The techniques did a good job of replicating the work of humans on the ground, said Ruth Oliver, first author on the study published in Science Advances. “Deploying them in the future would be important for understanding how climate change might be impacting the timing of bird arrival on breeding grounds,” she said. The timing has implications for the birds’ reproductive success and population, she said. This new approach “could help us tease out” which environmental conditions most affect changes in their timing.

A graduate student at Columbia University, Oliver and her colleagues aimed to investigate how increasing variability in the onset of the Arctic spring related to when migratory songbirds flew in to reproduce. They worked with 1,200 hours of vocalizations by many songbird species, including Gambel’s white-crowned sparrows (Zonotrichia leucophrys) and Lapland longspurs (Calcarius lapponicus), which are common on this landscape.

Microphones picked up the sounds at four locations on the Alaska North Slope between early May and mid-July from 2010 to 2014. After categorizing tiny clips based on whether the birds could be heard in them, the scientists fed these sounds to an algorithm.
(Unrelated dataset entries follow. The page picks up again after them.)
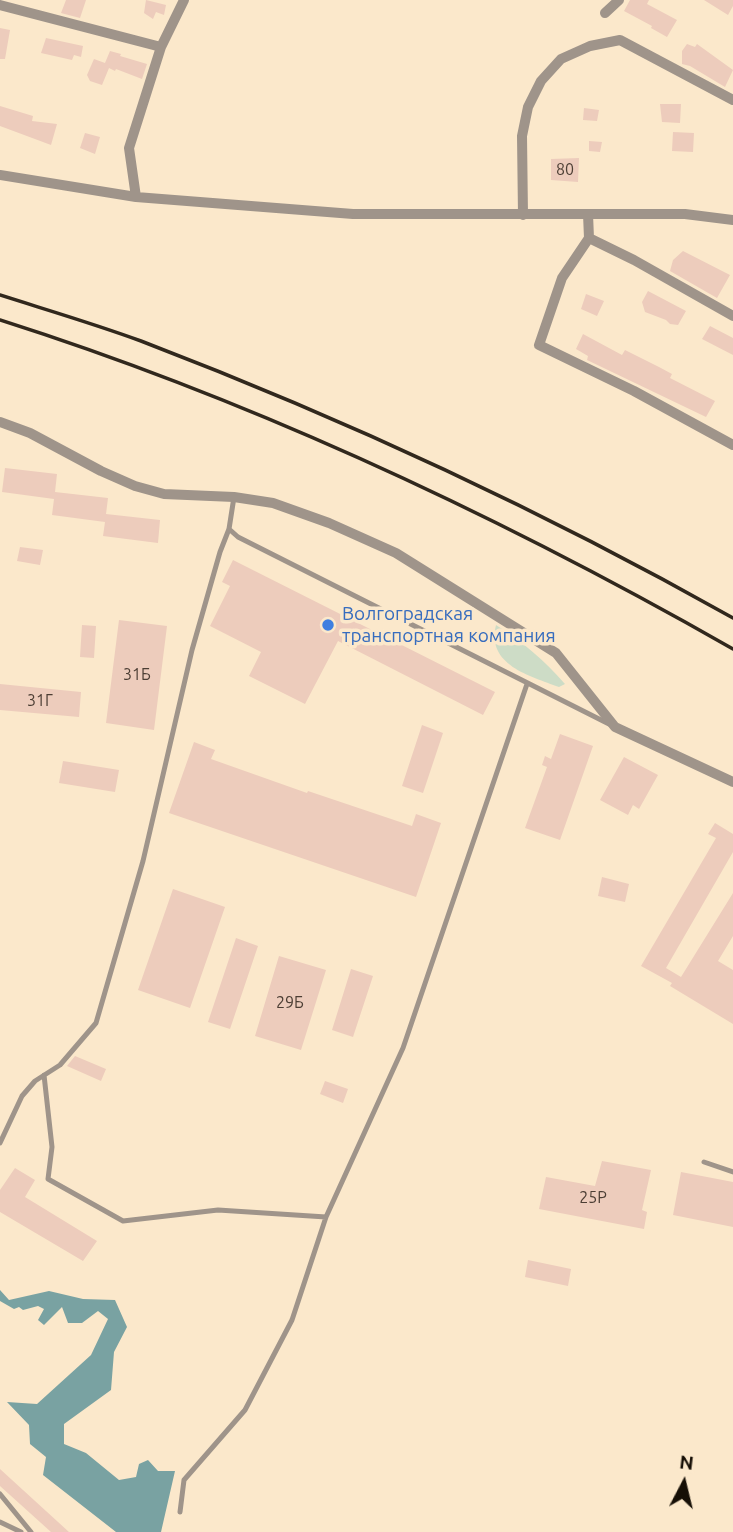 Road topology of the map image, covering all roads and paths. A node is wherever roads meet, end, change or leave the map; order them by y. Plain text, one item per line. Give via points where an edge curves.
1 (184, 0) edge
2 (619, 0) edge
3 (0, 5) edge
4 (605, 13) dead end
5 (161, 47) junction
6 (733, 100) edge
7 (0, 175) edge
8 (136, 197) junction
9 (588, 214) junction
10 (523, 215) junction
11 (733, 220) edge
12 (589, 238) junction
13 (733, 316) edge
14 (0, 422) edge
15 (733, 445) edge
16 (234, 497) junction
17 (229, 529) junction
18 (527, 684) junction
19 (615, 727) junction
20 (733, 782) edge
21 (44, 1075) junction
22 (0, 1143) edge
23 (704, 1162) dead end
24 (733, 1172) edge
25 (326, 1217) junction
26 (0, 1494) edge
27 (180, 1512) dead end
28 (0, 1522) edge
29 (21, 1532) edge
30 (31, 1532) edge

1 - 5 street
2 - 4 street
3 - 5 street
5 - 8 street via 129,148
6 - 10 street via 620,40 561,59 541,81 528,107 522,135
7 - 8 street
8 - 10 street via 353,214
9 - 10 street
9 - 11 street via 685,214
9 - 12 street
12 - 13 street
12 - 15 street via 562,278 539,345
14 - 16 street via 135,486 164,494
16 - 17 lane
16 - 19 street via 284,507 396,553 556,653
17 - 18 lane
17 - 21 lane via 192,650 143,861 96,1023 60,1065
18 - 19 lane
18 - 25 lane via 403,1048
19 - 20 street
21 - 22 lane via 22,1096
21 - 25 lane via 52,1147 48,1179 123,1221 218,1210
23 - 24 lane
25 - 27 lane via 292,1320 245,1410 184,1480
26 - 30 lane
28 - 29 lane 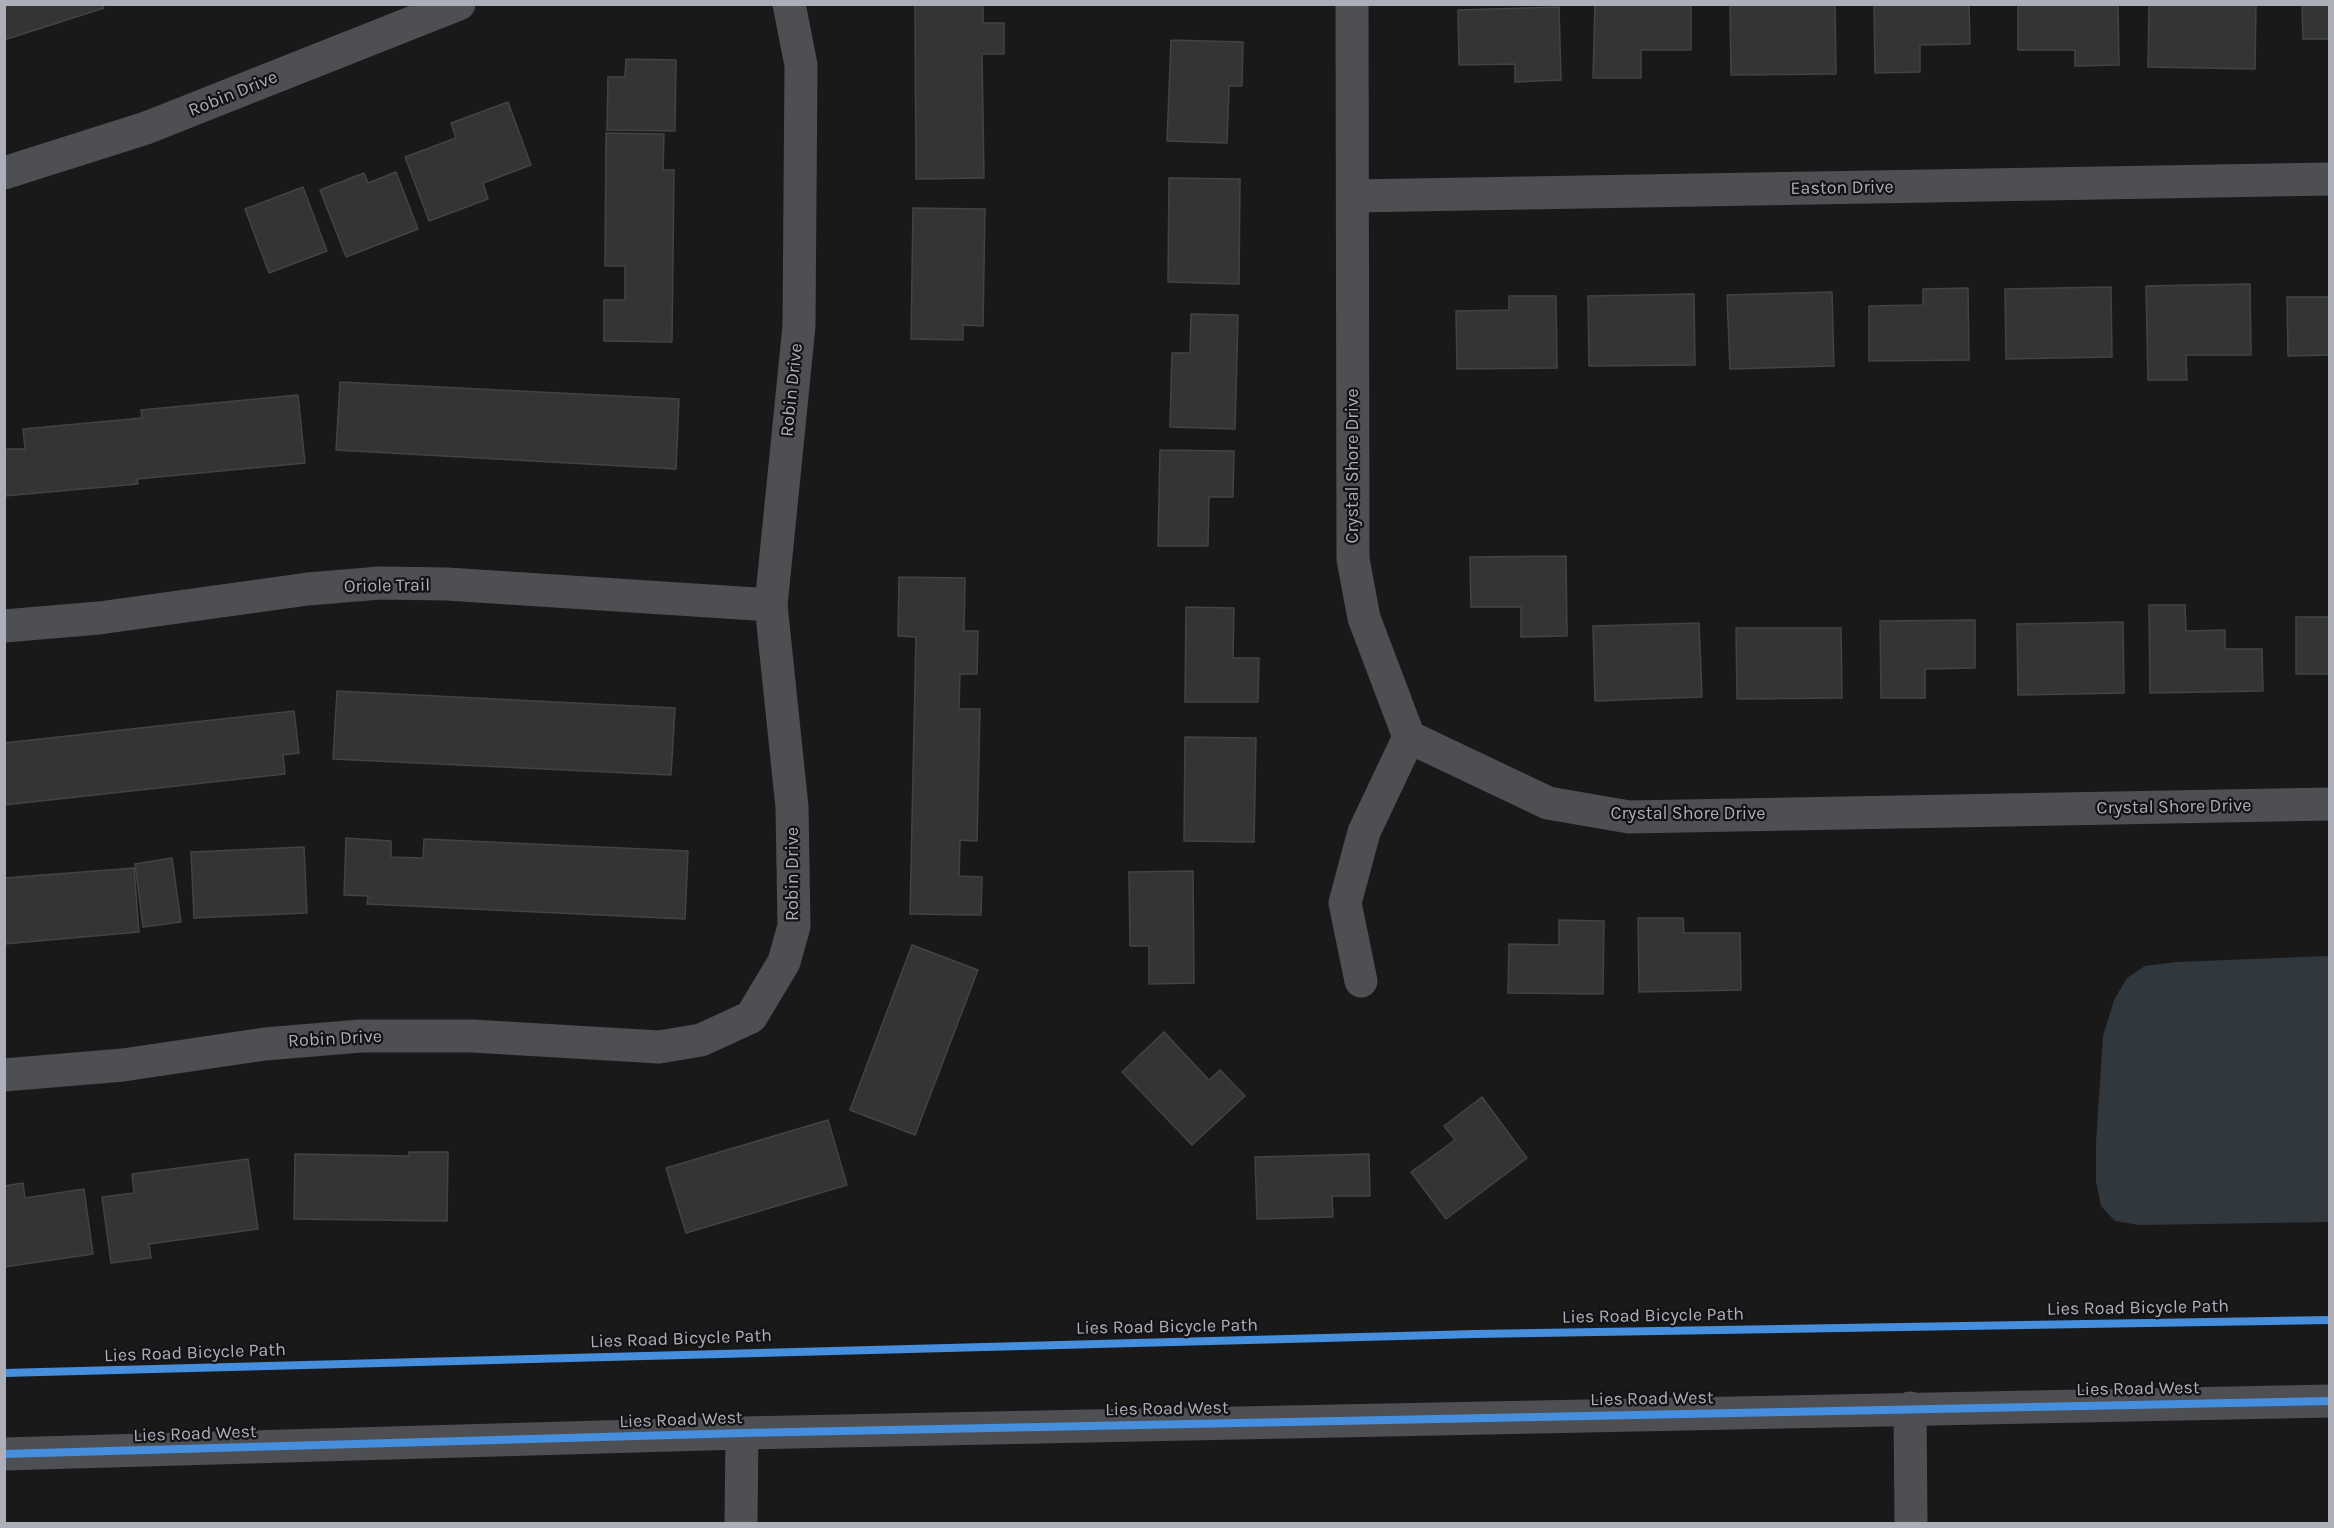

They taught it to not only recognize the birds’ calls as a human would, but to predict the birds’ arrival based on how many calls they heard.

“We have a totally unsupervised approach that doesn’t rely on any listener input,” Oliver said, “and that corresponded well with the arrival dates estimated by the on-the-ground survey.”

She plans to apply the technique to a wider region and distinguish among a variety of species. With a traditional approach, that kind of research takes many hours to process, she said. “The cool thing about ours is that you can do it in remote locations over a larger spatial and temporal scale.”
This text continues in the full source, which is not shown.